Given the current risks and opportunities of carbon pricing policies in Canada's oil and gas sector, and the likelihood that market mechanisms will become increasingly important as governments move to further regulate GHG emissions, it is important to outline the various rules and approaches that guide the creation of these compliance instruments. To date, there has been no comprehensive analysis of carbon market mechanisms in the oil and gas sector in Canada. This comparison is intended to inform key industry stakeholders, but may also be useful for policy-makers and regulators seeking a detailed comparative analysis of carbon market mechanisms across Canada.

2. Methodology for comparison

This analysis uses seven unique criteria to compare carbon market mechanisms across regulatory systems.
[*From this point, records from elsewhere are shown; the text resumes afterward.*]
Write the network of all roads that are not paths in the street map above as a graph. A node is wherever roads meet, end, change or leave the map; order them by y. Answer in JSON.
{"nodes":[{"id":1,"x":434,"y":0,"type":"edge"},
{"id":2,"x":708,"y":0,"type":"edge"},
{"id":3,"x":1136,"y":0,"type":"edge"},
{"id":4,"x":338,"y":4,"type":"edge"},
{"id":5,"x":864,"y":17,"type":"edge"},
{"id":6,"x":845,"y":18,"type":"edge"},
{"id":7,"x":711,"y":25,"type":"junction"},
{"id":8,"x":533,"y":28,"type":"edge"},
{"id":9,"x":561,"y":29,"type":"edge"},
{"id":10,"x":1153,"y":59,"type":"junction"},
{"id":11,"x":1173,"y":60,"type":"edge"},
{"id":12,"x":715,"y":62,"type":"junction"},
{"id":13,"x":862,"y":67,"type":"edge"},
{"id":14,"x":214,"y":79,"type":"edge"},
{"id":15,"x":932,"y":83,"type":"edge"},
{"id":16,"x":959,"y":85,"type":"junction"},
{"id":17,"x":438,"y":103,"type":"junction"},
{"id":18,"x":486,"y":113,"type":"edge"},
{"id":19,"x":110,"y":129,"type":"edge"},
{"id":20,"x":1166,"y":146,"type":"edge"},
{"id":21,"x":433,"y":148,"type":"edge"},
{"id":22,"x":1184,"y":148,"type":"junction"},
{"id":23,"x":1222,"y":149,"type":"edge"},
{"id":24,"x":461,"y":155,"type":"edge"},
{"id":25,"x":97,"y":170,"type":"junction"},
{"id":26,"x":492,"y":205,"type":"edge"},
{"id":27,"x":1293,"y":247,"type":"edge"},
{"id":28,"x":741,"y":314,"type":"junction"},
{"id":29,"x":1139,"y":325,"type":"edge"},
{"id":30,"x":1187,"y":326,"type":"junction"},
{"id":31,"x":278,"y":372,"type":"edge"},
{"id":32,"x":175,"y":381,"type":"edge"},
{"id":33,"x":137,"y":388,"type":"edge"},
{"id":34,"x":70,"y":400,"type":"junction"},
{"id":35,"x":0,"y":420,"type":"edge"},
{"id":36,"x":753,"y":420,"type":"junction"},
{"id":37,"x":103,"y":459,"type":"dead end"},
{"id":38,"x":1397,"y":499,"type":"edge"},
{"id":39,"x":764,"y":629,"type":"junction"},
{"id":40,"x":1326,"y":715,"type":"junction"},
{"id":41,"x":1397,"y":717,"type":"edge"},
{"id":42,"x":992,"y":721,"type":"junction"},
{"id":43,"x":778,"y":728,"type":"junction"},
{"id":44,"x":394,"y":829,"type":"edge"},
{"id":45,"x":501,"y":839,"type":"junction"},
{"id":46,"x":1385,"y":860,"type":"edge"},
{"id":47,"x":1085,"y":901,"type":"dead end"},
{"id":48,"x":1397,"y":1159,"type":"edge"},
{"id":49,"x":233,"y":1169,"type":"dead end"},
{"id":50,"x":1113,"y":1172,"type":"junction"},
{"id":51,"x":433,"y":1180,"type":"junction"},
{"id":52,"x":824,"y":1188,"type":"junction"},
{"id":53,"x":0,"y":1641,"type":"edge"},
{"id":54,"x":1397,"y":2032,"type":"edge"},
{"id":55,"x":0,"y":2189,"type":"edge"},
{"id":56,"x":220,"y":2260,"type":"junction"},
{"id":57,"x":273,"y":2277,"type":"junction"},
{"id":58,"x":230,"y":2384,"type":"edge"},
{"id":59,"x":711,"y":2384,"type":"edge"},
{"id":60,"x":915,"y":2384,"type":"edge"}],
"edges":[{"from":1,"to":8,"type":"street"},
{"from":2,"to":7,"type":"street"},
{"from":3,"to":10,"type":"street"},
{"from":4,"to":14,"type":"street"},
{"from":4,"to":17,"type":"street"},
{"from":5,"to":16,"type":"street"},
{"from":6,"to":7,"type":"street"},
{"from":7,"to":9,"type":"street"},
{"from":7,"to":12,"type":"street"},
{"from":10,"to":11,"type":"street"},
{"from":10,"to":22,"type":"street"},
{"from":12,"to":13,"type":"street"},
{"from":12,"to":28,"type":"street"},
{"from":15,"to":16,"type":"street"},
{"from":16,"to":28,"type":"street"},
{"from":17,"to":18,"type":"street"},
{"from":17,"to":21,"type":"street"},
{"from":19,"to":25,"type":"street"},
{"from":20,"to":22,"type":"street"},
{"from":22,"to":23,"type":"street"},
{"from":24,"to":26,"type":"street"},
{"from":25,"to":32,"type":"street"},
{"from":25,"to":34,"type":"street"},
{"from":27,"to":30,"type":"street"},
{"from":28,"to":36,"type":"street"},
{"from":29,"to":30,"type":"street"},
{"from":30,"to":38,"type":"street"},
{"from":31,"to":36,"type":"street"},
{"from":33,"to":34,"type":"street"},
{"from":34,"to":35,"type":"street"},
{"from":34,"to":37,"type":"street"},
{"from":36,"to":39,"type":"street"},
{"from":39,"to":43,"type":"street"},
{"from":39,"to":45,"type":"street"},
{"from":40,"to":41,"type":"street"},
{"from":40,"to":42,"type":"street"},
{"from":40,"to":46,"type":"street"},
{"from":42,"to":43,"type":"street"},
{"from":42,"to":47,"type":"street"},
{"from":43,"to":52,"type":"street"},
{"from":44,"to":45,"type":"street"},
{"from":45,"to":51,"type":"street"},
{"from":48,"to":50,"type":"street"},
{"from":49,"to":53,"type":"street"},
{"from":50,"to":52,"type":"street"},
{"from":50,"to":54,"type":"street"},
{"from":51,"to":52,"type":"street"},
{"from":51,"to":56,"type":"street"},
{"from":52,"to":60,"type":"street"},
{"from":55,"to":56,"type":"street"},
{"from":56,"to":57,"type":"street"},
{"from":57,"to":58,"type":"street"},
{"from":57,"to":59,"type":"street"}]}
Each of these criteria was identified as being fundamental to the development and commercialization of GHG emission reduction activities. A description of each criterion and the rationale for its inclusion are provided below.

(1) Facility type: Carbon credit generation may be limited to specific geographic locations or facility types. Facilities outside of the jurisdiction where the emission reduction regulation has been enacted may not be eligible to generate eligible credits unless efforts are made to link GHG programmes (Haites & Mehling, Citation2009). The emissions output of a facility may also limit its ability to participate in certain emission-trading schemes. In a cap and trade system, facilities that exceed a programme's emission threshold will require emission permits precluding their ability to generate offsets, which are generated from emission reductions at facilities not covered by the cap (World Resources Institute [WRI], Citation2005).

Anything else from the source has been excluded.